馬小屋

降りしきる雨の中、父と母、幼い姉と私を乗せたタクシーは何処かに向かい東京の街を走っていた。

私は、窓に叩きつける雨に滲んでは流れていく夜の光を、何となく不安な気持ちで眺めていた。

私達家族は知人の結婚式の為に上京していたのだが、私にとってそれが初めての東京だった。

前日には、親元を離れこちらで生活をしている兄と姉に久々に再会し、その変容ぶりに他人のようでどぎまぎした。

そしてその日は、朝からずっと慣れない場でお行儀を気にしながら、沢山の見知らぬ大人達に囲まれて、すっかり疲れ切っていた。

それは子供だけでなく、父と母も同じであったに違いない。

社交場からやっと逃れたものの、土地鑑もなく、おまけにこの雨。

とにかく、家族で落ち着いてあたたかいものが食べられる場を求めて、タクシーに乗った。

しかし、周辺にはなかなか子連れで気軽に入れるような店はなく、雨が私達の道行きを見えなくした。

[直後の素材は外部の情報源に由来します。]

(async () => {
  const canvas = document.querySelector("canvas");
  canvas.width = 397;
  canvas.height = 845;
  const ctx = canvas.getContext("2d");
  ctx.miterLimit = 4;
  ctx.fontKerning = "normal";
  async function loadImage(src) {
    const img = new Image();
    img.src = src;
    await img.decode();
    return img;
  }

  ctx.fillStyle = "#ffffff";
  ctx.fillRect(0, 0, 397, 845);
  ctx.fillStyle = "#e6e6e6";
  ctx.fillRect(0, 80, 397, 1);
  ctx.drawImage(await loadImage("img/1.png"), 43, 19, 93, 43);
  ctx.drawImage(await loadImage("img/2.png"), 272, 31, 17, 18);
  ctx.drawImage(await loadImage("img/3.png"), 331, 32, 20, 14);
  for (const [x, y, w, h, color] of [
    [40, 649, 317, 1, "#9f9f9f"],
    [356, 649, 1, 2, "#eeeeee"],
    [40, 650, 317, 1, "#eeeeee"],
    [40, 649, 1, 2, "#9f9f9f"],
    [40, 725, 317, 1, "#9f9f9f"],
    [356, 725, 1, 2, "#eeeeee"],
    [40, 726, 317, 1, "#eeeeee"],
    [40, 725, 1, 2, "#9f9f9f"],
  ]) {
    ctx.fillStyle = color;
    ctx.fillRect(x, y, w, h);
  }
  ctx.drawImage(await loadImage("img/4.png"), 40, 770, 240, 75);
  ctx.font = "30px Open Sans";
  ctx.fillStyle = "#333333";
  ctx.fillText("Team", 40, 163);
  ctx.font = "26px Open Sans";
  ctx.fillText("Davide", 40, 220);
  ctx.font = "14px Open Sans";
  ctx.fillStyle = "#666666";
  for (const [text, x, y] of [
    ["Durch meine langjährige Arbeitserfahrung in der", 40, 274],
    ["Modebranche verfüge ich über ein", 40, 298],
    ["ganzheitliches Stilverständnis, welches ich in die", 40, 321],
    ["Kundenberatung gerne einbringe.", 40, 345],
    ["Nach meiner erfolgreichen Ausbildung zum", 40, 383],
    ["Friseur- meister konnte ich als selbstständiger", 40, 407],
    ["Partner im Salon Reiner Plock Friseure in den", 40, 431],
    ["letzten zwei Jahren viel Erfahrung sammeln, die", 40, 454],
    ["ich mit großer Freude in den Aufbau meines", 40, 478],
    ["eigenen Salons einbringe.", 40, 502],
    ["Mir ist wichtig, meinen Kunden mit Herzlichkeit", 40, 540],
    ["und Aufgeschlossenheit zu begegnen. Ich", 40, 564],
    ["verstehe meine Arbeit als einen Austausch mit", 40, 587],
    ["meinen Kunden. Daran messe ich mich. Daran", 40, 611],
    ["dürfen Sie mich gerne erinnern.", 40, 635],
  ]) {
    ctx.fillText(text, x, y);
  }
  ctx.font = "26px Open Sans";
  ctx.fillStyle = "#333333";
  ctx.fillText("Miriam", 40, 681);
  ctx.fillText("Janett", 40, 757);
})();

半分自棄になって、何処でもよいから入ろうか、というムードになった時前方に一つの灯が見えた。

近付くと、有り難いことにそれはカジュアルな門構えのレストランで、私達は迷いなくその店に入る事にした。

大雨とあってか、店内には1、2組のお客さんしかおらず、お店の人達もよくぞいらっしゃいました、という面持ちで迎え入れてくれた。

特別素敵なレストランではなかったかもしれないが、さっきまでの冷たい雨と心細さから救われほっとして、柔らかな毛布に包まれるような暖かさで私達は満たされた。

雄鳥の形をしたピッチャーから注がれる赤ワインのせいか、父と母もいつもよりお喋りで楽しげに見えた。

馬小屋。

クリスマス前の、一層キラキラと眩しい街並みを歩いていて、ふとその店の名を思い出す。

昔むかし、救い主と崇められながら、その人々によって十字架に付けられ、苦しみのうちに息を引き取ったひとりの人。

それでも、ただひたむきに愛を送り続けた人。

その人は、星の瞬く夜に小さな馬小屋で生まれた。

去年のイヴ、深夜に帰宅してラジオをつけると、すすり泣くようなギターと声でJeff Buckleyの“Hallelujah”が流れてきたっけ…。

とてつもなく静かで穏やかな夜だった。

この寒さで、人々はいつもより足早に通り過ぎて行く。

その行先にあたたかなものが待っていればいい。

私は白い息を吐く振りをして、そっと「ハレルヤ」と呟いてみた。